### WORK INSTRUCTION
What lines of the data below hold the string "dead"? Copy each one.

--- START ---

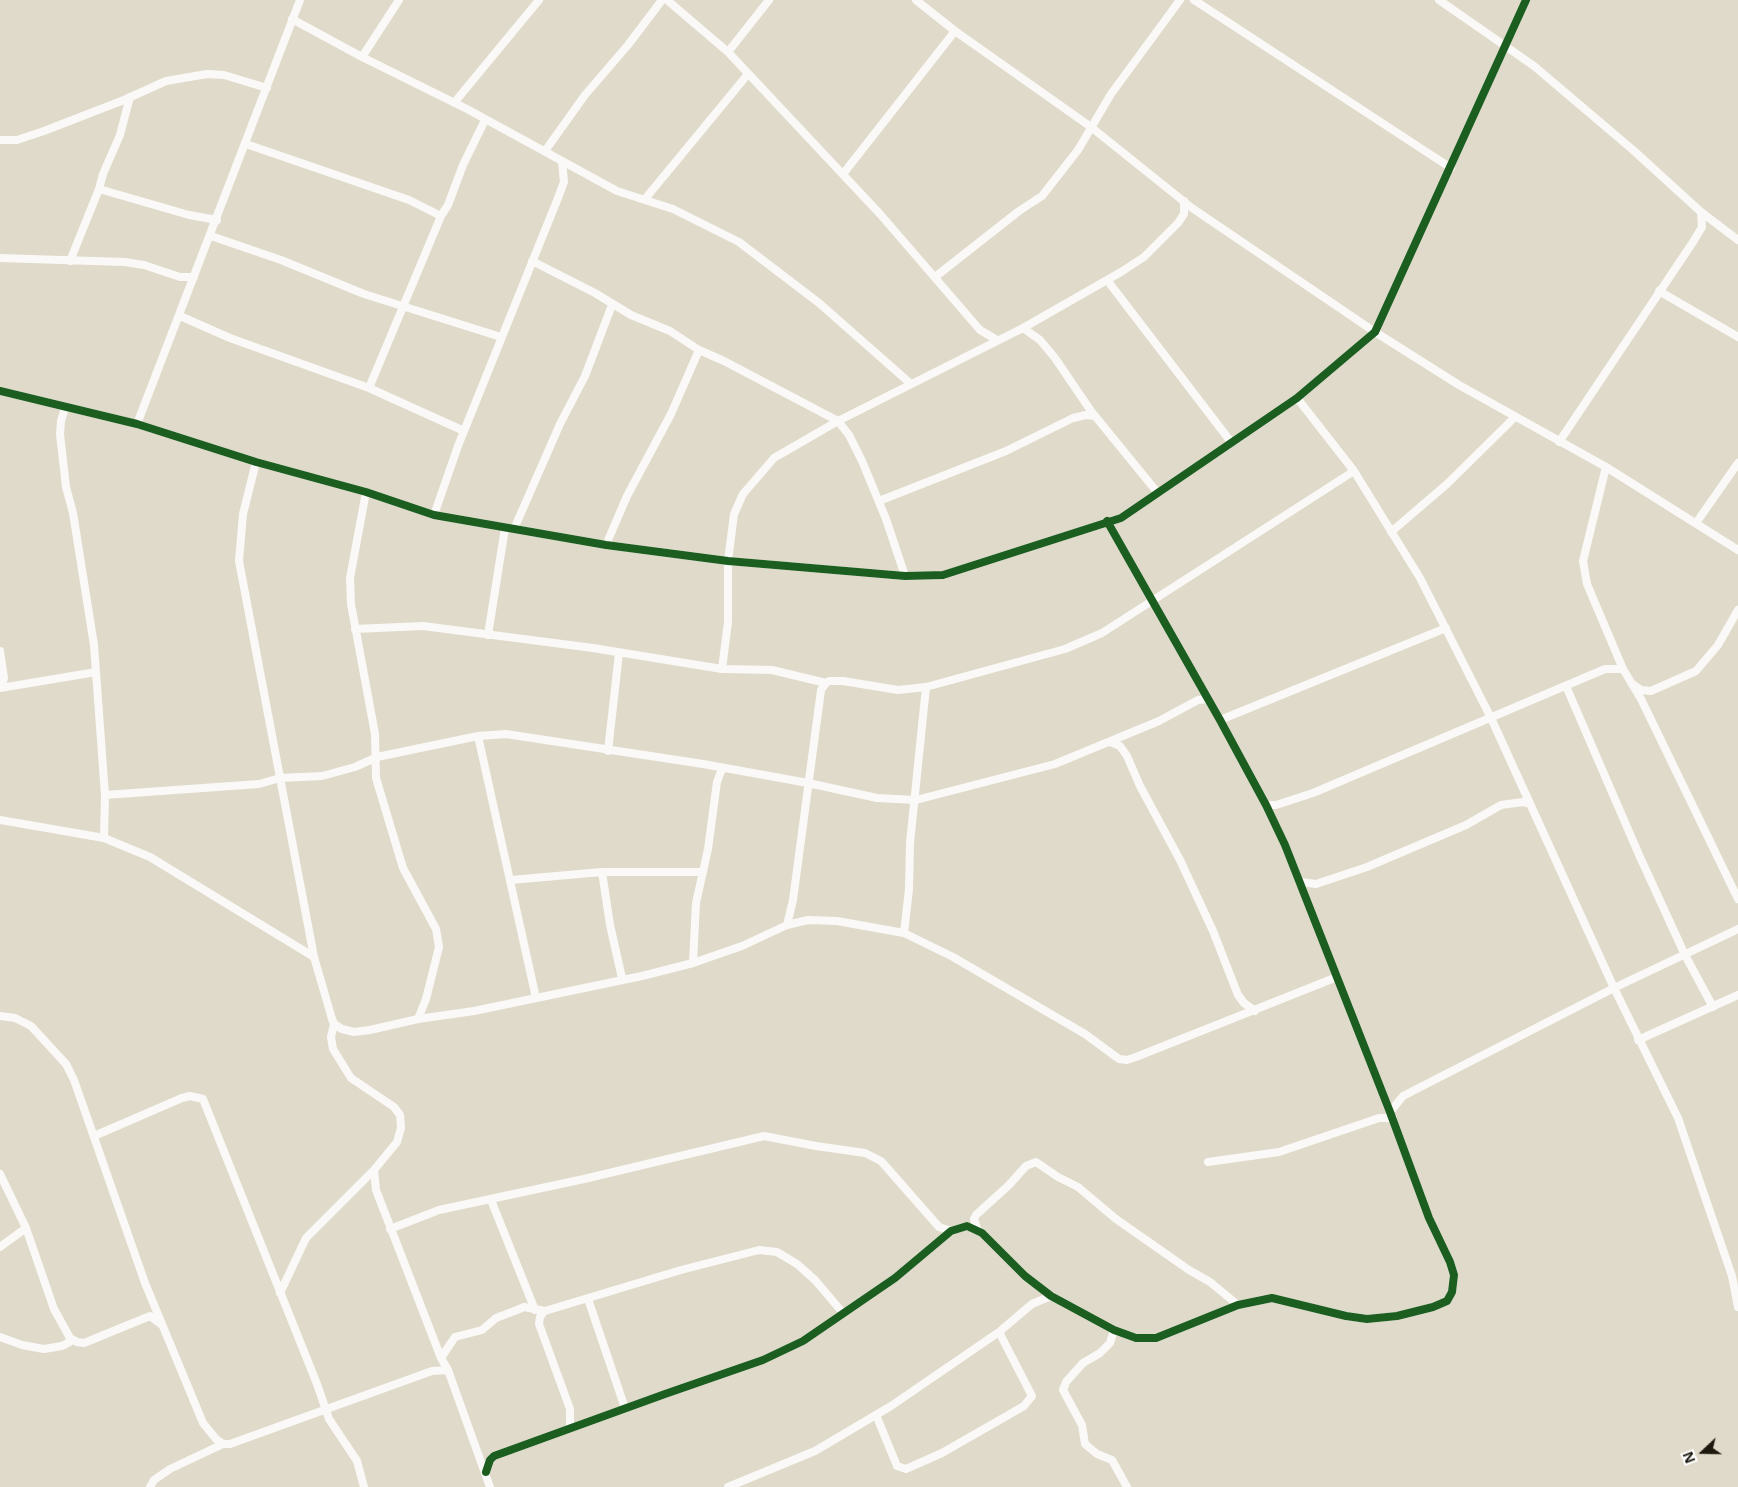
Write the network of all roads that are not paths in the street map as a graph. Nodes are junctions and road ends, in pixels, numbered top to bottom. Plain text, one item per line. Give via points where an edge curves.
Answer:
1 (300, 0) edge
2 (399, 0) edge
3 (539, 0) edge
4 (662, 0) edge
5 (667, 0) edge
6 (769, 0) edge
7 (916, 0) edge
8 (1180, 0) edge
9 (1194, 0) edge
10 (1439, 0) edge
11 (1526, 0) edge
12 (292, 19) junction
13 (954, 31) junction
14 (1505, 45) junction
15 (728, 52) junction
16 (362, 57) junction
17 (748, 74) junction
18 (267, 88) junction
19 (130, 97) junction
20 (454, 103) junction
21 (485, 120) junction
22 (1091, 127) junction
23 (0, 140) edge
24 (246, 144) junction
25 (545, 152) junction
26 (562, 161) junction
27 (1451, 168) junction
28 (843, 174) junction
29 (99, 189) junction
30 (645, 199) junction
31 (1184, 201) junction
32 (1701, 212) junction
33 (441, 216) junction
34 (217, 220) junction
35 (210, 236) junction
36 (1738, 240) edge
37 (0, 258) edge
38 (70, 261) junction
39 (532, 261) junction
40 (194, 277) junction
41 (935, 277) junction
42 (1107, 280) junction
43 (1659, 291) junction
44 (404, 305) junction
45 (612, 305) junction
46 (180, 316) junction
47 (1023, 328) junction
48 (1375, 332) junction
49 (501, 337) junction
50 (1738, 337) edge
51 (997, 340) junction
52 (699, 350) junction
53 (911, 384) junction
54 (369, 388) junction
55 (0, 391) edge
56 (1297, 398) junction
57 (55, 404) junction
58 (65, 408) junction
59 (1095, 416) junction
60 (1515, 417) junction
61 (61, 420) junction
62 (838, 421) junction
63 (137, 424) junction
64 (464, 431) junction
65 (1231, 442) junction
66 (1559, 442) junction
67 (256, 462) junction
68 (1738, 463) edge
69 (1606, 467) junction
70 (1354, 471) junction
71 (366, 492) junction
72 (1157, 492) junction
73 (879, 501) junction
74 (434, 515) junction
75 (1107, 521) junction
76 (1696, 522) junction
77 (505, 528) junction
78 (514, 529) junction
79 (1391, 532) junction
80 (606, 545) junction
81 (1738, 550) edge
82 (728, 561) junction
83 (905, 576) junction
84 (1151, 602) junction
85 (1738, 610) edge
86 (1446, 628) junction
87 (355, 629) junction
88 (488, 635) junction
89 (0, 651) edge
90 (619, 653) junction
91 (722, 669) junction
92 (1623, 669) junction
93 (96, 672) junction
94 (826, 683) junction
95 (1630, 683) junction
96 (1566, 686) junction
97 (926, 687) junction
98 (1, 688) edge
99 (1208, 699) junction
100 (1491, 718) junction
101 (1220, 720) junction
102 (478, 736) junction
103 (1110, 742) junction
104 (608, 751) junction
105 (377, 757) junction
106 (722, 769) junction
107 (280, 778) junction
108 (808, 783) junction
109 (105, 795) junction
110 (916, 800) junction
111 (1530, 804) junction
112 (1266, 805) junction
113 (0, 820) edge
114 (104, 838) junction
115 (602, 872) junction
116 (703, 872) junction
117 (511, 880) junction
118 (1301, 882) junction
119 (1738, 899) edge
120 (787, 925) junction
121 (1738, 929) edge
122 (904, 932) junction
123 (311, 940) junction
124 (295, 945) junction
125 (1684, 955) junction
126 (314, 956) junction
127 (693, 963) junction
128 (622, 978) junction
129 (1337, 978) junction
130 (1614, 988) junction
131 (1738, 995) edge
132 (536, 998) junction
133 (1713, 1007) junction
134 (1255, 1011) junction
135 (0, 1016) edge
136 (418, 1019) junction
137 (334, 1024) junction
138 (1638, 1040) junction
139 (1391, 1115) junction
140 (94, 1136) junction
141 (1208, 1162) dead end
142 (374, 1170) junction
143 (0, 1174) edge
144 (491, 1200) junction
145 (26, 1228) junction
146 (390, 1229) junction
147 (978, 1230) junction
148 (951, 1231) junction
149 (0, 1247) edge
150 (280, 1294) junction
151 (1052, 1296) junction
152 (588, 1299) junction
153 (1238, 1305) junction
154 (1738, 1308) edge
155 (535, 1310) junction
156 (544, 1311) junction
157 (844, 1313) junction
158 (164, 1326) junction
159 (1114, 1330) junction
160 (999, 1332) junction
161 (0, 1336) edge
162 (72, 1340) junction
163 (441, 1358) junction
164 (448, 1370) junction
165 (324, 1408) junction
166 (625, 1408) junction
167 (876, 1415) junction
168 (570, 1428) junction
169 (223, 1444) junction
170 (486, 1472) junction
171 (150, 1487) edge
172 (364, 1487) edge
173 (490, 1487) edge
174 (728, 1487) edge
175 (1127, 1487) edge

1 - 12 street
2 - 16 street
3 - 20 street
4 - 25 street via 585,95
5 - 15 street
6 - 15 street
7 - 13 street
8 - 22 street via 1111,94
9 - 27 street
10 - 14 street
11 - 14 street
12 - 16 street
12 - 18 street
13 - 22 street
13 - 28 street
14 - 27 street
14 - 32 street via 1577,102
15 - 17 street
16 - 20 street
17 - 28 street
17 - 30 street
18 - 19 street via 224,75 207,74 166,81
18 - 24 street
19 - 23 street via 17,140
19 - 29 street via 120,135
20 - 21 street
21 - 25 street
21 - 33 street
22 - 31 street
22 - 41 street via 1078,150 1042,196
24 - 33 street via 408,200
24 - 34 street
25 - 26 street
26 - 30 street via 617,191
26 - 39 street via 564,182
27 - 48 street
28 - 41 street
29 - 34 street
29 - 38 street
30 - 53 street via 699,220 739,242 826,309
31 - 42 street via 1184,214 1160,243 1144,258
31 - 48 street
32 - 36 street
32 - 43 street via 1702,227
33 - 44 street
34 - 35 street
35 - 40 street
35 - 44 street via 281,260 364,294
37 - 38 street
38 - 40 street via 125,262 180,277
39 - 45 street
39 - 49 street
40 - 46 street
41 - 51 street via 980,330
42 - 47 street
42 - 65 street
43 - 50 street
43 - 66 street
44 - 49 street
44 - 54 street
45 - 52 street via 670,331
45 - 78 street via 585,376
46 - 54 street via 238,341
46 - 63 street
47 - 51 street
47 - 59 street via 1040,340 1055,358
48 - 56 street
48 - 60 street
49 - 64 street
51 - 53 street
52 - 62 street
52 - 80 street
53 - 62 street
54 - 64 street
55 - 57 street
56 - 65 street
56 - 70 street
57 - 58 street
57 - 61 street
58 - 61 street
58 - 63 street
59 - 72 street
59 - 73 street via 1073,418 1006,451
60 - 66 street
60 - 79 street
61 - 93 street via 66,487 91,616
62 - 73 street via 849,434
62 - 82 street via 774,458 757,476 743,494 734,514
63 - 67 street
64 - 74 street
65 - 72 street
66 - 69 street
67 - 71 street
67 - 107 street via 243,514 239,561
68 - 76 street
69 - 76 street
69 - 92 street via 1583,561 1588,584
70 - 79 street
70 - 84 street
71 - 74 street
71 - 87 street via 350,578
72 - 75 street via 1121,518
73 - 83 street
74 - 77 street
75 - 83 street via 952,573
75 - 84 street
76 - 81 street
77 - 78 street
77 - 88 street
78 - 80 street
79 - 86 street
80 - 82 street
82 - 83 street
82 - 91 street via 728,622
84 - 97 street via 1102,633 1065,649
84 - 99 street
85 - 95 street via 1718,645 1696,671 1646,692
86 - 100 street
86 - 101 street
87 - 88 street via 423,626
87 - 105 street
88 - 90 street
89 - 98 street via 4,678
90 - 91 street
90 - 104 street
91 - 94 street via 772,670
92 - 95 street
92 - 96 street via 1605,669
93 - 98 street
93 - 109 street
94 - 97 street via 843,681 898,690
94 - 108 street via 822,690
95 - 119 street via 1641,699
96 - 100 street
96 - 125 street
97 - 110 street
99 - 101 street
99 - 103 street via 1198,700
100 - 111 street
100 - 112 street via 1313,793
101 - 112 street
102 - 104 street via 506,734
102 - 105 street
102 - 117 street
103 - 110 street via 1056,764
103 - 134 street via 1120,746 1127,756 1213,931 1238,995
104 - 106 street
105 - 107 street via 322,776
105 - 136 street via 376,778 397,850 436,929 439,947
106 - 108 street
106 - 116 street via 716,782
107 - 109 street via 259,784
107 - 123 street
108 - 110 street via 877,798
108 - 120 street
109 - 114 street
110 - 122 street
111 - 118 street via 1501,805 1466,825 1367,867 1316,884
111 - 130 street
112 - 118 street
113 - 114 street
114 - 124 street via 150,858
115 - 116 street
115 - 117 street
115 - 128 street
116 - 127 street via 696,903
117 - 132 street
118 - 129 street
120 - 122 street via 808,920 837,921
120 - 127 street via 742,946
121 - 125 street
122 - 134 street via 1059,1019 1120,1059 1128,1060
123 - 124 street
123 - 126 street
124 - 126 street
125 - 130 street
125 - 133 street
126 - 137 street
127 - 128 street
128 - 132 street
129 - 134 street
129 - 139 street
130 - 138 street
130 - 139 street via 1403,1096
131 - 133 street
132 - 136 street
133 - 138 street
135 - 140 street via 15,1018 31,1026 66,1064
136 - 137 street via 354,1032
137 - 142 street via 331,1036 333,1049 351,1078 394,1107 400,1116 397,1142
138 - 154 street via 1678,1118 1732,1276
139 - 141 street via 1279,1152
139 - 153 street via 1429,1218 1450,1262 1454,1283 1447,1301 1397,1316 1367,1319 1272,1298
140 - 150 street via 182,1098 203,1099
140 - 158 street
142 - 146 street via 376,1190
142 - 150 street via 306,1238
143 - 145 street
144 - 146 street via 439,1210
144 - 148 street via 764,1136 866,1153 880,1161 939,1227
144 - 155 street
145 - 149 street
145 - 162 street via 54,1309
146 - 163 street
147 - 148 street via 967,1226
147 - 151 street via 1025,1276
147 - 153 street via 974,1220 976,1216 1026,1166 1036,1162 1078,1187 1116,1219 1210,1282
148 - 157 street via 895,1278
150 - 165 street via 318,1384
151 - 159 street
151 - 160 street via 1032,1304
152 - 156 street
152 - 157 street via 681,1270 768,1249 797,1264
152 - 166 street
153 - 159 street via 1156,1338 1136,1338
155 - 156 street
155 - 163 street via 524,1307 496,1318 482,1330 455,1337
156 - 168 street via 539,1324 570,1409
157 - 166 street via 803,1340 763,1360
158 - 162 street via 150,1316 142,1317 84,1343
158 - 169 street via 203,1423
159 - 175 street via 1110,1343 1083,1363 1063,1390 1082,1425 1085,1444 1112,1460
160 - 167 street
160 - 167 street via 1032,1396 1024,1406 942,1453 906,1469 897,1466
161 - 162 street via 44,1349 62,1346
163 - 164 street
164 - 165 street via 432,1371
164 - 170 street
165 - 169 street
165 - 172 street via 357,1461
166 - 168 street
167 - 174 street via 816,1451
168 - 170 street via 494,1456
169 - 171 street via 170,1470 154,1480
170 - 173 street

--- END ---
--- START ---

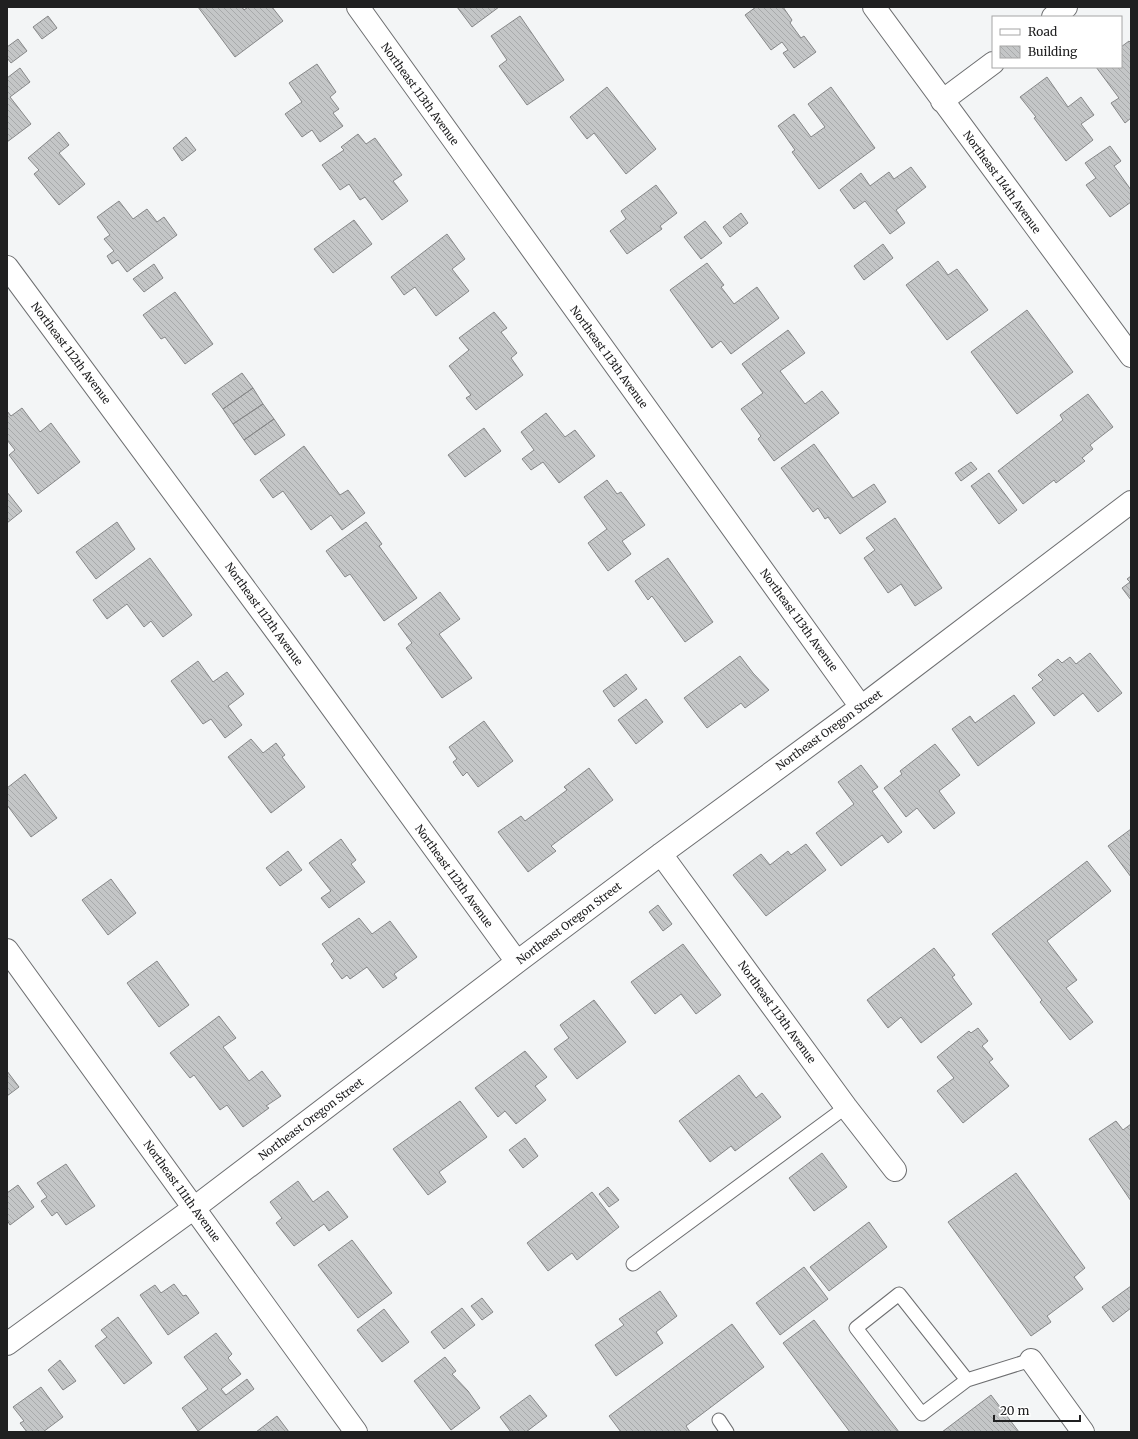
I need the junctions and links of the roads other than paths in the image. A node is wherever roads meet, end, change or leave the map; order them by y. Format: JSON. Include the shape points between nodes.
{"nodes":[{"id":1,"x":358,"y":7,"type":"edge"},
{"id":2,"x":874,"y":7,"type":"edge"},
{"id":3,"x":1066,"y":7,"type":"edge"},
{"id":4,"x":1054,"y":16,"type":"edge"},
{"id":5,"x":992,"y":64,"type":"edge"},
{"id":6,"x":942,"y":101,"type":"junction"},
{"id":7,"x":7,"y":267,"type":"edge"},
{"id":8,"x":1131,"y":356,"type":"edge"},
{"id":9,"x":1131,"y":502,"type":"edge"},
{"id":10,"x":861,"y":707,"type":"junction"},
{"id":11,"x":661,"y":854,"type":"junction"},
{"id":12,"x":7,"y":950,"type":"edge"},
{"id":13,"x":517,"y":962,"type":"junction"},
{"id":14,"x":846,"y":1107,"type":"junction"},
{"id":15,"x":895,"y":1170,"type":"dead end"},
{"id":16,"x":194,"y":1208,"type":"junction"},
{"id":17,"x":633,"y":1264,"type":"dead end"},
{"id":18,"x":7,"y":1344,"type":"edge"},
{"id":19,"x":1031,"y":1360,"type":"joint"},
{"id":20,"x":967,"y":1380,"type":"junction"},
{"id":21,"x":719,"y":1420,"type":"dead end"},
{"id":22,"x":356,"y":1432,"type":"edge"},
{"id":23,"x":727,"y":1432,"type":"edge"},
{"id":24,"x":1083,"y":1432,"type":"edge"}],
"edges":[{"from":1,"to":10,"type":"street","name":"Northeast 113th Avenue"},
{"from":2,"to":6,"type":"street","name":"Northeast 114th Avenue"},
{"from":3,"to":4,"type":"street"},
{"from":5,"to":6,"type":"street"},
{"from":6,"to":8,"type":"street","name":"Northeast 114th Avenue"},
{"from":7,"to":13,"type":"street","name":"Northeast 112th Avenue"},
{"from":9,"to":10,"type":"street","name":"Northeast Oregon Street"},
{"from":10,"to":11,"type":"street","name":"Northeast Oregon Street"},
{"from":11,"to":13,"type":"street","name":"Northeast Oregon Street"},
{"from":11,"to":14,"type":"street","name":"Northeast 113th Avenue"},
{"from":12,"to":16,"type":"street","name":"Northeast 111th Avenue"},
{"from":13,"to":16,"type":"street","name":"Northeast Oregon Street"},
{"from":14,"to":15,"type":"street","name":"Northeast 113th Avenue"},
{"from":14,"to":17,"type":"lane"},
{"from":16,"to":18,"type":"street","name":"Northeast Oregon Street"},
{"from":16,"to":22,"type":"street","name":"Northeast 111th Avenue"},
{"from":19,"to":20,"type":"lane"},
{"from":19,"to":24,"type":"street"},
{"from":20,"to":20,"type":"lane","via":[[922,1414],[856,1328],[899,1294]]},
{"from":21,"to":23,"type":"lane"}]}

--- END ---

### EXERCISE OUTPUT
141 (1208, 1162) dead end
{"id":15,"x":895,"y":1170,"type":"dead end"},
{"id":17,"x":633,"y":1264,"type":"dead end"},
{"id":21,"x":719,"y":1420,"type":"dead end"},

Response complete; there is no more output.